Visitor's View – Coachwhip Canyon


Last updated 4/5/2023 at 12:40pm

You might zip right by Coachwhip Canyon while traveling east on Borrego Salton Sea Way, but this short desert wash at the rugged toe of the Santa Rosa Mountains is well worth a little time to explore.

Coachwhip Canyon is one of those special desert places, offering a Mother Lode for spring wildflowers this year, hiking or camping opportunities and a fascinating landscape of geological wonders. Don't leave your camera behind if you plan on a visit.

To reach Coachwhip Canyon, begin mile zero at Christmas Circle in Borrego Springs and go east on Palm Canyon Drive, also known as Highway S-22 and becoming Borrego Salton Sea Way.

The road will jog north past the airport and again turn east at Pegleg Monument. Continue for 15.6 miles and watch for a small park sign at a dirt road to the left, just a few yards before the Arroyo Salado Campground turnoff on the right. The campground is a good place to camp if you have a few days to explore this fascinating area.

Coachwhip Canyon is an extension of Ella Wash that flows south from the highway.

Coachwhip can be navigated safely in a conventional vehicle, but there are areas of soft sand and rocks, so be alert to road conditions.

An even better way to explore Coachwhip is to hike the mile or so into the canyon along the easy route.

The snake-like canyon is likely named after the coachwhip snake, a resident of this arid area, known for its speed. It survives by feeding on small rodents, bird eggs, small birds, other reptiles and insects.

Spring is breeding season for the coachwhip, so keep an eye out for this harmless reptile if you soon visit.

But it's never that simple. The canyon could also be named for a species of rush milkweed also known as coachwhip milkweed that is found in the area.

At the highway, the canyon is wide, but it will narrow and the eroded sandstone formations that are cut by eons of erosion will get taller.

Like an invitation into Wonderland, the winding road into the narrowing canyon is an irresistible draw to explore a unique landscape formed by geological forces that include earthquakes, massive faulting, wind and water erosion.

Along the way there are alcoves ideal for camping. The walls of the canyon offer protection for desert winds in addition to being scenic backdrops for landscape photography.

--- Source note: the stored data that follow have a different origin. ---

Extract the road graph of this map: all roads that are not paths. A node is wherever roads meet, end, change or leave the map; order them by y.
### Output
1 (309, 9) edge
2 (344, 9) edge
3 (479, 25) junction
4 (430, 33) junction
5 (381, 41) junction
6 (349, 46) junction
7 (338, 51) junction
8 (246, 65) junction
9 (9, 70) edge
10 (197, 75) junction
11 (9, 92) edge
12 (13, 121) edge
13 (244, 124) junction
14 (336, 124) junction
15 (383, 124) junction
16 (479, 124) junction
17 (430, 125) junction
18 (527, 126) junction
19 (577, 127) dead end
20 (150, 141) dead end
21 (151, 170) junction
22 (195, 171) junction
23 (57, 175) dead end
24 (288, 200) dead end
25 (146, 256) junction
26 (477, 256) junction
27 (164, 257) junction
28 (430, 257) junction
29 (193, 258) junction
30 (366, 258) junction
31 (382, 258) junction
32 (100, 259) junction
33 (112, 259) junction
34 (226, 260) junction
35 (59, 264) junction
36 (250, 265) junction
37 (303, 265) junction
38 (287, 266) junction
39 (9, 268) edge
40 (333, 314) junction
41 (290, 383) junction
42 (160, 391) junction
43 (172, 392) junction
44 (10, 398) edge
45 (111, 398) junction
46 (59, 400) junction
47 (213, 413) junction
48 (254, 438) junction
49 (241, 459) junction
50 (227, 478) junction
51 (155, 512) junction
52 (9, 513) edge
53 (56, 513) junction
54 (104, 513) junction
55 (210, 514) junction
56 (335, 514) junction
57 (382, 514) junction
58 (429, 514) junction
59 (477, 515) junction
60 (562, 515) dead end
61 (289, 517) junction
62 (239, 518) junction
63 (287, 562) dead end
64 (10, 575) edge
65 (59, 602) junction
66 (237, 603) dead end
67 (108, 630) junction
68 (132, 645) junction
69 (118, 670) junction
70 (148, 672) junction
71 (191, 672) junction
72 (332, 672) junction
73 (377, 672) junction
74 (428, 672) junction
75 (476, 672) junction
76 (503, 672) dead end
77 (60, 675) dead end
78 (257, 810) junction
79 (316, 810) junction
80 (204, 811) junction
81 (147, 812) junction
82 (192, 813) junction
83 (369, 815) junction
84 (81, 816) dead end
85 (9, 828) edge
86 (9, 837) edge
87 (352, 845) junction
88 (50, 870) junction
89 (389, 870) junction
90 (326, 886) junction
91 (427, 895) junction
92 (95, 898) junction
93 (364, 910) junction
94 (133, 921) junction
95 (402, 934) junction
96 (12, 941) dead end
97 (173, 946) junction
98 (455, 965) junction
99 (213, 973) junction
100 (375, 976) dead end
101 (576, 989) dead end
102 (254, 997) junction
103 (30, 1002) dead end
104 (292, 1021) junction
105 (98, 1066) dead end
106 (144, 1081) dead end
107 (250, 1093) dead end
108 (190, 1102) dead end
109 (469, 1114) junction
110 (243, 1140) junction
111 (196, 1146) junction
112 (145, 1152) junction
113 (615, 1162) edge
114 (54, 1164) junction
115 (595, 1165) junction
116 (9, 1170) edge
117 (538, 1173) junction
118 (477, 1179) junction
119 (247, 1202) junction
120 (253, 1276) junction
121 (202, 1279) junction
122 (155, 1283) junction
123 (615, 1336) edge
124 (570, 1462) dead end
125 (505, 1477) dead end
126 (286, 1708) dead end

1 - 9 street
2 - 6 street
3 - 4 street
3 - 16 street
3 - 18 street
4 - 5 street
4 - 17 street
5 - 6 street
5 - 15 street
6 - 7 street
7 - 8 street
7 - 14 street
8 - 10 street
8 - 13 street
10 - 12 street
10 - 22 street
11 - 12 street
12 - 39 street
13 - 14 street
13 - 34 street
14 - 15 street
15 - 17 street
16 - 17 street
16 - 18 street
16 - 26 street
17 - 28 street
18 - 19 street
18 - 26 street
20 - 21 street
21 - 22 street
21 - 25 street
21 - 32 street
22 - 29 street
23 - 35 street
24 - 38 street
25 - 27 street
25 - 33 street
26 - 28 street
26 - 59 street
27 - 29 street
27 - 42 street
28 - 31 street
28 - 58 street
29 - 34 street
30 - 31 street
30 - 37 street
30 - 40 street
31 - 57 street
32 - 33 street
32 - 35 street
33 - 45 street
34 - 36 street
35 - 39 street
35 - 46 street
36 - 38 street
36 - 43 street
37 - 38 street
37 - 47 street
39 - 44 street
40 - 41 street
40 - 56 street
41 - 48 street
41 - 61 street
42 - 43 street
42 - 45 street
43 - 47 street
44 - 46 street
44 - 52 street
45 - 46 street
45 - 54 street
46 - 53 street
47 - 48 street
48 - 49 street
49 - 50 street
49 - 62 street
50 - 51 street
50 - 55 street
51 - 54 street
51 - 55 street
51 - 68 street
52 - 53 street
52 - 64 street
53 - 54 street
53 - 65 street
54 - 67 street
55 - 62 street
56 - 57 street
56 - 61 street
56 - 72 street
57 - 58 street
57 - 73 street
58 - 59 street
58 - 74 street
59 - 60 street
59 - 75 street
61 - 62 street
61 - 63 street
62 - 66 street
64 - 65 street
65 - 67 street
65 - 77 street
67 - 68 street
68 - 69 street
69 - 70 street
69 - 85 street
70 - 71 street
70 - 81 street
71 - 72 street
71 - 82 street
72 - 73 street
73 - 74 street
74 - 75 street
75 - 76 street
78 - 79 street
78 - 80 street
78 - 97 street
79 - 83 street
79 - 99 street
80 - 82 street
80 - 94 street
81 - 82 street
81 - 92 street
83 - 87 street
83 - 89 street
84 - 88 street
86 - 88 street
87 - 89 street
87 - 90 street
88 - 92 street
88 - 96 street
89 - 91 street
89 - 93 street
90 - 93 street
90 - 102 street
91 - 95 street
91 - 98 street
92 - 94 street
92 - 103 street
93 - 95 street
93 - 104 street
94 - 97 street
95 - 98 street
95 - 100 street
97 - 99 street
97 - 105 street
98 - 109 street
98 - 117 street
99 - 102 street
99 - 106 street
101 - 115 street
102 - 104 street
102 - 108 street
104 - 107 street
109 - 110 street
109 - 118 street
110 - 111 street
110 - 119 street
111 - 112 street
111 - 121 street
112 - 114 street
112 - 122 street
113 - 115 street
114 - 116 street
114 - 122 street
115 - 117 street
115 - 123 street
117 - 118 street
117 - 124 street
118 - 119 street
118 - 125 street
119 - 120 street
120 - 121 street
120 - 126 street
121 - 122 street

The long shadows of early morning and evening shadows and the soft glow of a full moon will turn the curdled landscape into a photographer's paradise.

With this year's ample rainfall, Coachwhip Canyon has been filled with the blossoms of many wildflower species. Some are in clusters, but others are single plants hidden like rare gems waiting for your discovery.

In the shadows beyond your camp light, you may see movement of a curious kit fox, or on a morning hike the tracks of a desert bighorn sheep that passed through the area.

There is much to explore in the vast expanse of Anza-Borrego Desert State Park. Visitors can enjoy short hikes around the park's visitor center or spend days wandering in trackless wilderness.

Here's a must-have suggestion for anyone interested in exploring California's largest state park.

Pick up a copy of "Anza-Borrego Desert Region," a comprehensive guidebook that includes a detailed park map, mile-by-mile route descriptions and GPS coordinates for popular destinations.

The book is available at the visitor center or the Anza-Borrego Foundation State Park Store, located in the Borrego Springs Mall.

It's a good thing they publish new editions every few years because you will wear it out as you joyfully explore all the park has to offer.